Beverly Hills, CA (PRWEB) March 25, 2006
Beverly Hills People has concluded its week-long coverage of the L.A. Fashion Week events hosted by Mercedes Benz and SmashBox Studios.
Beverly Hills People highlighted its week of coverage by being on hand for the much-anticipated Jennifer Nicholson show on Wednesday night.
The event was slated as the most anticipated show of the week with a standing-room-only audience that waited over an hour for the show to start. Designer Jennifer's father, Jack Nicholson, proved to be the reason for the late start when he was delayed en route from a Laker game.
Those kept waiting included a squad of celebs including Paula Abdul, Lisa Rinna, Rebecca de Mornay, and Jack’s former squeeze, Lara Flynn-Boyle.

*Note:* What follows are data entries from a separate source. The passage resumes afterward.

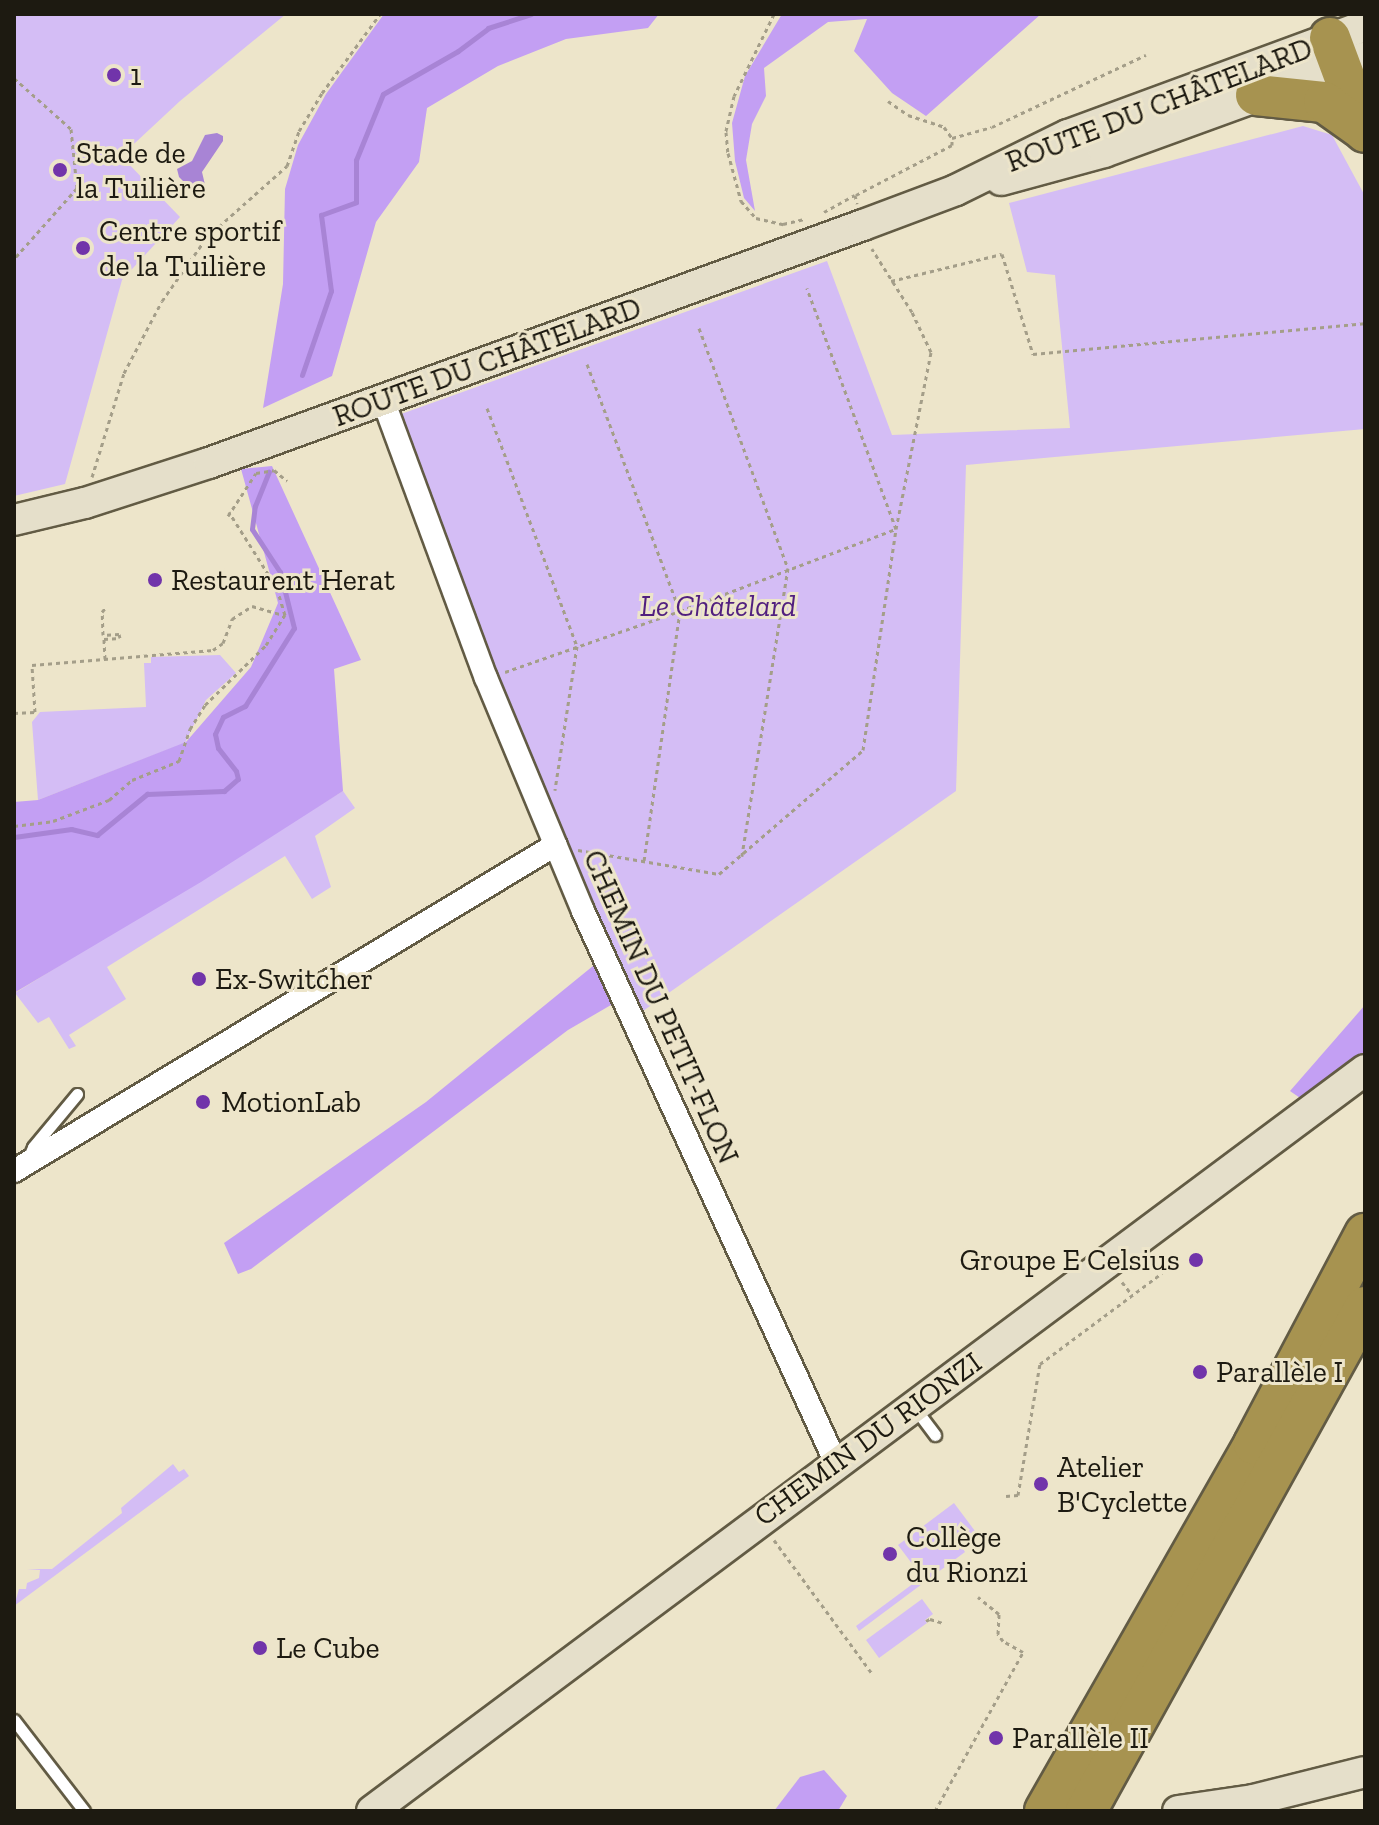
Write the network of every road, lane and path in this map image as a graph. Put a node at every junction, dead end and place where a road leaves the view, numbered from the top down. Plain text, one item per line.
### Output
1 (380, 14) edge
2 (774, 14) edge
3 (1353, 51) edge
4 (1146, 55) dead end
5 (14, 78) edge
6 (1256, 95) junction
7 (888, 101) dead end
8 (1365, 132) edge
9 (952, 138) junction
10 (956, 190) junction
11 (855, 195) dead end
12 (773, 223) dead end
13 (863, 225) junction
14 (14, 259) edge
15 (891, 281) junction
16 (807, 288) dead end
17 (1365, 323) edge
18 (699, 328) dead end
19 (587, 364) dead end
20 (383, 400) junction
21 (487, 408) dead end
22 (287, 481) dead end
23 (85, 503) junction
24 (14, 520) edge
25 (896, 529) junction
26 (788, 568) junction
27 (106, 607) dead end
28 (680, 611) junction
29 (285, 615) junction
30 (577, 646) junction
31 (105, 659) junction
32 (486, 678) junction
33 (14, 713) edge
34 (555, 791) dead end
35 (14, 826) edge
36 (564, 848) junction
37 (742, 856) junction
38 (644, 860) junction
39 (1365, 1070) edge
40 (77, 1094) dead end
41 (20, 1168) edge
42 (1365, 1234) edge
43 (1162, 1273) dead end
44 (1116, 1275) dead end
45 (1132, 1295) junction
46 (1365, 1307) edge
47 (914, 1406) junction
48 (935, 1435) dead end
49 (836, 1463) junction
50 (1006, 1496) dead end
51 (767, 1530) dead end
52 (978, 1597) dead end
53 (926, 1621) dead end
54 (943, 1623) dead end
55 (873, 1675) dead end
56 (14, 1720) edge
57 (1365, 1772) edge
58 (84, 1811) edge
59 (372, 1811) edge
60 (935, 1811) edge
61 (1045, 1811) edge
62 (1086, 1811) edge
63 (1178, 1811) edge

1 - 23 path
2 - 12 path
3 - 6 main road, ROUTE DU CHÂTELARD
3 - 8 highway
3 - 10 main road, ROUTE DU CHÂTELARD
4 - 9 path
5 - 14 path
6 - 8 highway
6 - 10 main road, ROUTE DU CHÂTELARD
7 - 9 path
9 - 11 path
10 - 13 main road, ROUTE DU CHÂTELARD
13 - 15 path
13 - 20 main road, ROUTE DU CHÂTELARD
15 - 17 path
15 - 25 path
16 - 25 path
18 - 26 path
19 - 28 path
20 - 23 main road, ROUTE DU CHÂTELARD
20 - 32 street
21 - 30 path
22 - 29 path
23 - 24 main road, ROUTE DU CHÂTELARD
25 - 26 path
25 - 37 path
26 - 28 path
26 - 37 path
27 - 31 path
28 - 30 path
28 - 38 path
29 - 31 path
29 - 35 path
30 - 32 path
30 - 34 path
31 - 33 path
32 - 36 street
36 - 38 path
36 - 41 street, CHEMIN DU PETIT-FLON
36 - 49 street, CHEMIN DU PETIT-FLON
37 - 38 path
39 - 47 main road, CHEMIN DU RIONZI
40 - 41 lane
42 - 61 highway
43 - 45 path
44 - 45 path
45 - 50 path
46 - 62 highway
47 - 48 lane
47 - 49 main road, CHEMIN DU RIONZI
49 - 59 main road, CHEMIN DU RIONZI
51 - 55 path
52 - 60 path
53 - 54 path
56 - 58 lane
57 - 63 main road

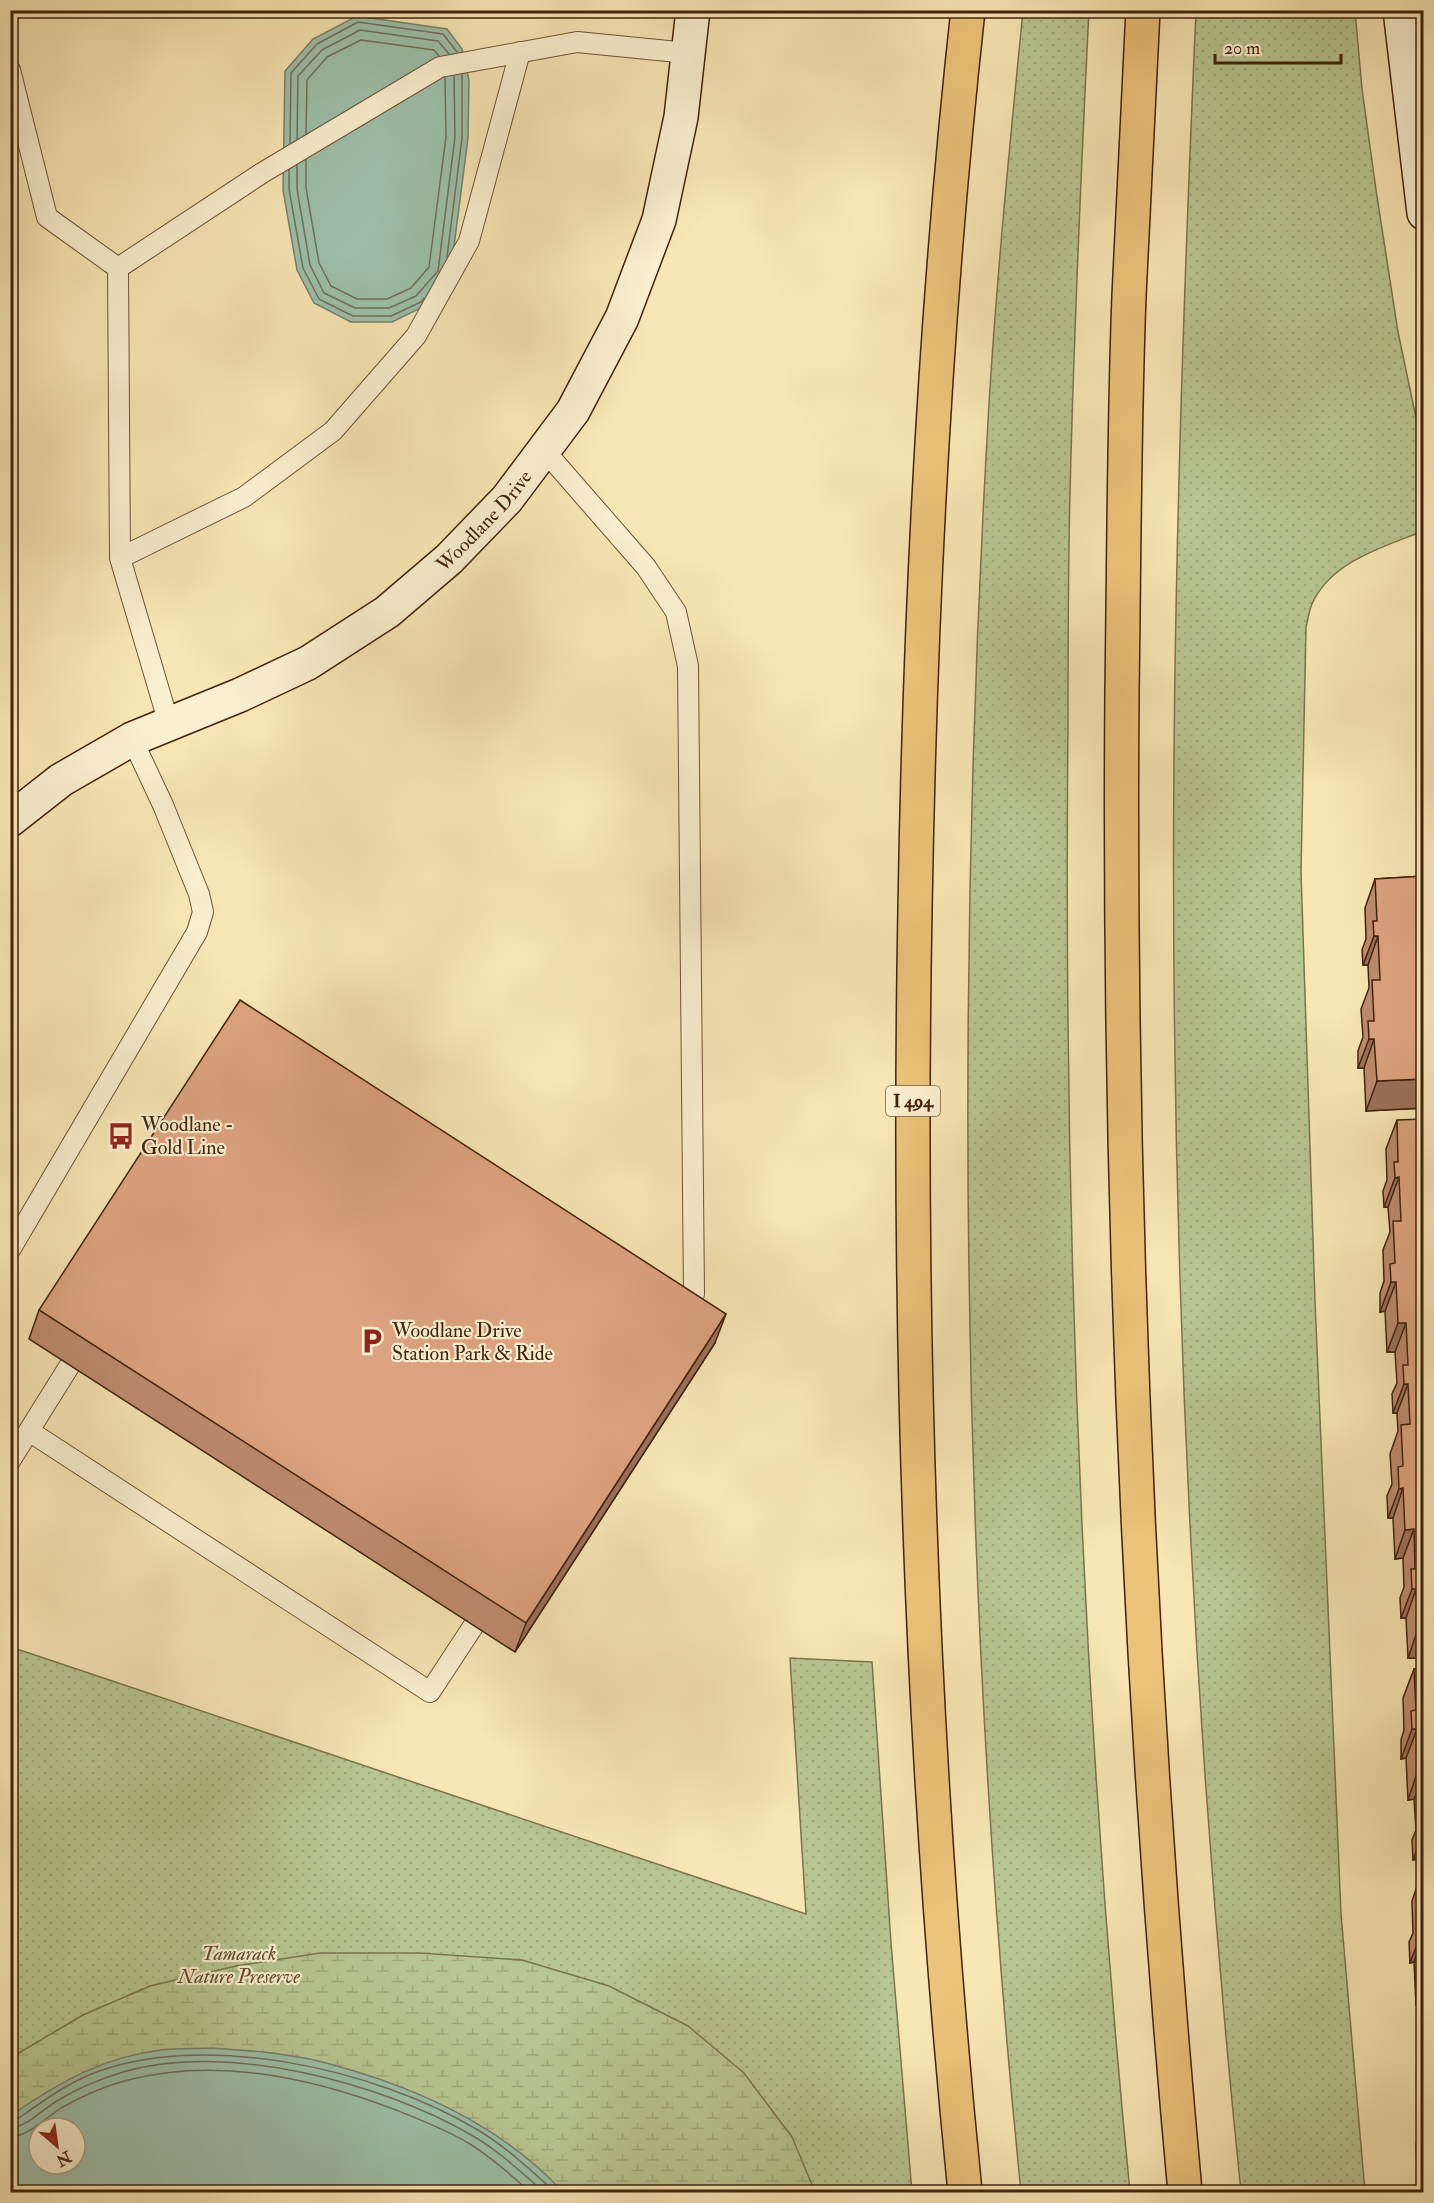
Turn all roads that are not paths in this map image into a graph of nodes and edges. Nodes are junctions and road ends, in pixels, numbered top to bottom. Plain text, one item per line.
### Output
1 (693, 10) edge
2 (968, 10) edge
3 (1143, 10) edge
4 (1400, 10) edge
5 (520, 52) junction
6 (688, 53) junction
7 (10, 70) edge
8 (1424, 213) edge
9 (118, 268) junction
10 (544, 450) junction
11 (120, 558) junction
12 (169, 724) junction
13 (132, 739) junction
14 (10, 820) edge
15 (10, 1250) edge
16 (678, 1319) edge
17 (70, 1365) edge
18 (29, 1431) junction
19 (10, 1461) edge
20 (474, 1625) edge
21 (965, 2193) edge
22 (1185, 2193) edge

1 - 6 street, Woodlane Drive
2 - 21 highway, I 494
3 - 22 highway
4 - 8 street
5 - 6 lane
5 - 9 lane
5 - 11 lane
6 - 10 street, Woodlane Drive
7 - 9 lane
9 - 11 lane
10 - 12 street, Woodlane Drive
10 - 16 lane
11 - 12 lane
12 - 13 street, Woodlane Drive
13 - 14 street, Woodlane Drive
13 - 15 lane
17 - 18 lane
18 - 19 lane
18 - 20 lane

Hollywood’s number one basketball fan finally arrived at 10:06 p.m., parting the standing-room-only crowd on his way to his pre-assigned seat near his ex-girlfriend, Flynn Boyle, who was seated on the right side of the stage.
Which led to one of the few truly dramatic moments of the week as front-row seats were furiously reshuffled on account of Mr. Nicholson: Fashion Week has been marked by campy gimmickry that has ranged from models who stop the show to perform impromptu guitar solos to an androgynous hoola-hoop artist and extending to the over-the-top theatrics of an actor impersonating a Catholic priest sprinkling holy water on the audience. However, nothing proved as interesting as the unplanned seating snafu that caused Fashion Week co-host Davis Factor to personally ask two spectators to give up their stage-left seats for Jack and his guest.
Apparently, no one had bothered to ask the famous actor if he would mind sitting next to Flynn-Boyle and it soon became clear that Mr. Nicholson prefers a runway barrier between himself and his lovely ex-girlfriend.
Once the show got underway, layers of ruffles and sheer metallics took center stage along with fanciful pirate prints. Jennifer Nicholson wowed the crowd with a pink sheer bow dress that looked as if it was made of rubber. Additional flourishes to the collection included denim skirts that were embroidered with arts and craft-sy deer and log cabins.